Louisa didn’t wait for the black-and-white automaton’s permission. She bustled into the enormous drawing room and flung her arms around Alice. “I shall never forgive you,” she cried. “Never in my life!”
“It’s nice to see you, too,” Alice said, hugging her back. “What did I do now?”
“It’s what you haven’t done.” The older woman held Alice at arm’s length and looked her up and down. “Wonderful dress. Blue silk suits you, darling, and I’ve never liked crinolines, either. Maybe between the two of us we can start a revolution. Hairstyle from Paris, of course—good choice. Smashing necklace. I’ll be borrowing that later. Shame about the shoes, but we’ll work on those.”
“What’s wrong with my shoes? And what are you never going to forgive me for?” Alice was trying not to laugh. “Really, Louisa, I haven’t seen you for two months, and you’re acting as if it’s only been a day.”
“Best way to handle absences,” Louisa declared stoutly. “And I’m never forgiving you because you still haven’t called on me. Not once, even after you get back from having your wedding dress made in Paris! You got back two weeks ago, darling.”
“I have no excuse. I’m a terrible person, and I throw myself on your mercy.”
“Noted,” Louisa sniffed. “I won’t even mention that you didn’t even send me a postcard and that I learned about your arrival by reading the Times.”
“I’ve been planning!” Alice protested.
“Is that what you call it? Show the dress. Now.”

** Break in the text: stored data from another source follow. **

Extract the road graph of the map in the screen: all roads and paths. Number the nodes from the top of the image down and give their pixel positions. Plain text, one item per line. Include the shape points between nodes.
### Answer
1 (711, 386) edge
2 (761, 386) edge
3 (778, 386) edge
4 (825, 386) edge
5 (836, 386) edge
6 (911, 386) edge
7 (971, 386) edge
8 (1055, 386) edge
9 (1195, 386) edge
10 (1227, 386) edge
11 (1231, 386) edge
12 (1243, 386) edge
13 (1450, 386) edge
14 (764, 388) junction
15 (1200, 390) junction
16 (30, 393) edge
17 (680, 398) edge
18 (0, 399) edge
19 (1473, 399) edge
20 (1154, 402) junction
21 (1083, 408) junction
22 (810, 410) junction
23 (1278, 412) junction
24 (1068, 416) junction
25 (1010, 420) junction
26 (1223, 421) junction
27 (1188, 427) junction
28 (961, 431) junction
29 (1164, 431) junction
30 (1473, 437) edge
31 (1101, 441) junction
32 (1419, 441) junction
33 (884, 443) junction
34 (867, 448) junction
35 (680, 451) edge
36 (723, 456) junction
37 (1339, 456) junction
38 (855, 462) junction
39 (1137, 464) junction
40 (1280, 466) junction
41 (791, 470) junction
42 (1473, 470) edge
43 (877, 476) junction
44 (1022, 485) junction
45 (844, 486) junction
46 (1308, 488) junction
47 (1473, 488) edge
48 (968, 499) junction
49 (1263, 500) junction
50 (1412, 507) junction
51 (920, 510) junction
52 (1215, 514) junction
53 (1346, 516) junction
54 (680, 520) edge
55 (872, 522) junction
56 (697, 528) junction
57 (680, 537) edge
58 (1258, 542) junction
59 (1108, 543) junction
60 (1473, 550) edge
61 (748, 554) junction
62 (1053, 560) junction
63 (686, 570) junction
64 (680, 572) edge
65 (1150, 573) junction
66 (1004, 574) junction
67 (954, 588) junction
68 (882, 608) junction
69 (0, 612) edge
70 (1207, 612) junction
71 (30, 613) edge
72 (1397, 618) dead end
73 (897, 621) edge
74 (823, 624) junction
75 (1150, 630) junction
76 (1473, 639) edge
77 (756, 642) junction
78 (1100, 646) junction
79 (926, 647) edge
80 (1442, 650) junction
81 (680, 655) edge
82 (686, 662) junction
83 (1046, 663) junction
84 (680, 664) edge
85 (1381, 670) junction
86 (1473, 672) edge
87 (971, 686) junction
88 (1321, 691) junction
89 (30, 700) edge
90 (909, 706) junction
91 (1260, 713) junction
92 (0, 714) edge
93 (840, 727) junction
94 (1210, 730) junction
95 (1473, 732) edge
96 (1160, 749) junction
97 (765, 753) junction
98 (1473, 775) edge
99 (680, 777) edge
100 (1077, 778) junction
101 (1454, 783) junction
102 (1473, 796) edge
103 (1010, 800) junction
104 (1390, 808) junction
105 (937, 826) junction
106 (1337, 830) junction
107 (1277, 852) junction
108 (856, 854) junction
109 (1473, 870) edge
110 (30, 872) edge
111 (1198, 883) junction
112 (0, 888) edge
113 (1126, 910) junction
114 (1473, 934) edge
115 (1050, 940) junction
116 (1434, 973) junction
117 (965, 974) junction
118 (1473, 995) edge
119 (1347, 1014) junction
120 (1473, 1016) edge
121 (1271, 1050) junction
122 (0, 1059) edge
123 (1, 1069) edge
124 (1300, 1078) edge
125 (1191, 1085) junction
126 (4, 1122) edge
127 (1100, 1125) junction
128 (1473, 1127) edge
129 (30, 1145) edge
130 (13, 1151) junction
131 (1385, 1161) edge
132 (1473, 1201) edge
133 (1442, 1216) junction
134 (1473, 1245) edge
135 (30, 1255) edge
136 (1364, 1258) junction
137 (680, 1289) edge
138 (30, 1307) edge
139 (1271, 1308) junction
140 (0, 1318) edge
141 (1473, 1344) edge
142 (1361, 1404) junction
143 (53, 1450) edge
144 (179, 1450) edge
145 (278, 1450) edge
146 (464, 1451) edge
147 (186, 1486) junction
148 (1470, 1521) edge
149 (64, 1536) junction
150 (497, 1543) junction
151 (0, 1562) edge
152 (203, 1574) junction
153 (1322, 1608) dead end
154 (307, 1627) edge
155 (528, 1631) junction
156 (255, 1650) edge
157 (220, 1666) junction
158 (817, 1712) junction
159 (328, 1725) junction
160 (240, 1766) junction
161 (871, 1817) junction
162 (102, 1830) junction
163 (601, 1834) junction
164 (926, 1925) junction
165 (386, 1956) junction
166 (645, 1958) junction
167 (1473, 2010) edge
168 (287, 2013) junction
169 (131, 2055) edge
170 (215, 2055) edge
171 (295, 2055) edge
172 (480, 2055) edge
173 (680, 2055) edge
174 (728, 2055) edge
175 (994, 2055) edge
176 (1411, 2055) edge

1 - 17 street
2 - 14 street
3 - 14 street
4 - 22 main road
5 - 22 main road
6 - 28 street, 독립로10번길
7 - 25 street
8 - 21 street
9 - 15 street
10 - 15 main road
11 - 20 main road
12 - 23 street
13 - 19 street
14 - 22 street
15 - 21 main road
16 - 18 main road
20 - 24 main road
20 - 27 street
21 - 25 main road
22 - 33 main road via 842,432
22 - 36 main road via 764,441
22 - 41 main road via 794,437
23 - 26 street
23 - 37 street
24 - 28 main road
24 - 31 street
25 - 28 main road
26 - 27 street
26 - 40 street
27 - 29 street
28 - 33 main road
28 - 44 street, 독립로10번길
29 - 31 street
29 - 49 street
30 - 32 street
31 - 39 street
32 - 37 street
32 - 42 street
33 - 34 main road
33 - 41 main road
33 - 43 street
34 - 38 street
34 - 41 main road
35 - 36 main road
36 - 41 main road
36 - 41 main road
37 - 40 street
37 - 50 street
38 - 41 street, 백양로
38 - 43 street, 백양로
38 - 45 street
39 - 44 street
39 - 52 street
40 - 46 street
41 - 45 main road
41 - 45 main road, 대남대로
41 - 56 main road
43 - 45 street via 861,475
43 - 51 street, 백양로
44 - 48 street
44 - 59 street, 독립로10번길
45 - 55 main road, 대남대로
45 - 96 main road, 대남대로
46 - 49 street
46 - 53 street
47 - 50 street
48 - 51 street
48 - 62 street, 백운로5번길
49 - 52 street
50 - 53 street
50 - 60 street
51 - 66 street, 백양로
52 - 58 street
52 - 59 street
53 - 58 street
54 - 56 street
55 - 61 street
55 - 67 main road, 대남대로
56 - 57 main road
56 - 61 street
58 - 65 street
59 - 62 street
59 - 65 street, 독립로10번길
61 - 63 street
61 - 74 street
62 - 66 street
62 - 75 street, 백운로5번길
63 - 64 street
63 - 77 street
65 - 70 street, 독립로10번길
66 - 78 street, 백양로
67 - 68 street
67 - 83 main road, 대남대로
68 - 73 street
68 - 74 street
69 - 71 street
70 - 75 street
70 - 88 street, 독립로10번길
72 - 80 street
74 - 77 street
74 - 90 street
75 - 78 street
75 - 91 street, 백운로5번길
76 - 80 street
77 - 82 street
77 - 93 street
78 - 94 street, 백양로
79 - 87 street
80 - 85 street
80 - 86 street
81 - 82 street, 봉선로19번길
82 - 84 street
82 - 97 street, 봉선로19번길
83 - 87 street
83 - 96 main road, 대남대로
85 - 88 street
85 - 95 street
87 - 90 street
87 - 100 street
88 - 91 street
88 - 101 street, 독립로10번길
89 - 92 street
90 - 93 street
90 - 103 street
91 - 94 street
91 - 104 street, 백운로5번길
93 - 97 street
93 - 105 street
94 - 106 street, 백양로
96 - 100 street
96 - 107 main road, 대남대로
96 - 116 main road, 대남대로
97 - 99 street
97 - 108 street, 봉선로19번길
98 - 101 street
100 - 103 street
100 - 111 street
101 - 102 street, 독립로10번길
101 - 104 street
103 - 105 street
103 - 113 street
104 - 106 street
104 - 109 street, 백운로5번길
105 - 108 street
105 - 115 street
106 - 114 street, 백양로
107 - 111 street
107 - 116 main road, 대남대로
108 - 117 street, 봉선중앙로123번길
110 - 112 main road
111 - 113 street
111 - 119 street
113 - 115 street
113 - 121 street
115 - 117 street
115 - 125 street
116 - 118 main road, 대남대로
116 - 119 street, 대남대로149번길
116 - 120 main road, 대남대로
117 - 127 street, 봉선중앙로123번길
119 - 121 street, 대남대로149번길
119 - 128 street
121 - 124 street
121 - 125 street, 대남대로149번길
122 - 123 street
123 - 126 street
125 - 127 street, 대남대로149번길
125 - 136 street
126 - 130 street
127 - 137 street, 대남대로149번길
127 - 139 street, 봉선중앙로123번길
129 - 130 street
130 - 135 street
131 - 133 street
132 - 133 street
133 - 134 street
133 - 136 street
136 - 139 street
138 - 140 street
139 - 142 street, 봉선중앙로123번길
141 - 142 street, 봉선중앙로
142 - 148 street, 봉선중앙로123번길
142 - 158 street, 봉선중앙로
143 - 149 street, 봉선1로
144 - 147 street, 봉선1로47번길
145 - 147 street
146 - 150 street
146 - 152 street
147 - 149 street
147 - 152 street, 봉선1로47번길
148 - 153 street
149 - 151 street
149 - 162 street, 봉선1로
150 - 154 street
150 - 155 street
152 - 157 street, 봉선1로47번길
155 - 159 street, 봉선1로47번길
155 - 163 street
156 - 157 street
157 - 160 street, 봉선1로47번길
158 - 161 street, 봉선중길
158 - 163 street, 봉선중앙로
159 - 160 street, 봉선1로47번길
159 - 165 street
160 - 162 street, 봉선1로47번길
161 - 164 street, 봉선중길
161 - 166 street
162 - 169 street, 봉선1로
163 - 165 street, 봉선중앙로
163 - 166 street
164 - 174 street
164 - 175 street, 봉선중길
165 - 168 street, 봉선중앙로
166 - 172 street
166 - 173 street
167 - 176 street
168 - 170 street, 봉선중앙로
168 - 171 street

“I can’t. It’s being shipped, and I do promise to let you know the moment it arrives so you can see it.”
“So you say.” Louisa plumped herself into a chair. “Tell me everything. How was Paris?”
“Wonderful! I’d love to go back for our wedding trip, but Norbert wants to visit Spain and Italy.” Alice took a seat of her own. “I’ll have to leave Kemp behind again—the Papists shun automatons that act human. He almost popped his gears when I told him.”
“My position is to ensure Madam’s physical comfort, regardless of human spiritual concerns,” Kemp sniffed. “It is difficult to do so from across the Channel. Shall I bring the tea?”
“Yes, Kemp,” Alice said, and he stalked out. “Anyway, the dressmaker sews everything by machine, so she could make the dress almost overnight. It’s incredible the times we live in, Louisa.”
“Yes, yes, very interesting.” Louisa leaned forward. “Norbert went along, didn’t he?”
Alice colored. “Well, yes. But in a different train and he stayed in a different hotel, and I hired a maid who was with me every moment we—”
“So is he a good man, then?”
“Oh. Well, yes. So far. He doesn’t shout or order me around or—”
“I meant,” Louisa interrupted, “is he any good where it counts, darling? In the bedroom.”
“Louisa!” Alice put a hand to her mouth. “Honestly!”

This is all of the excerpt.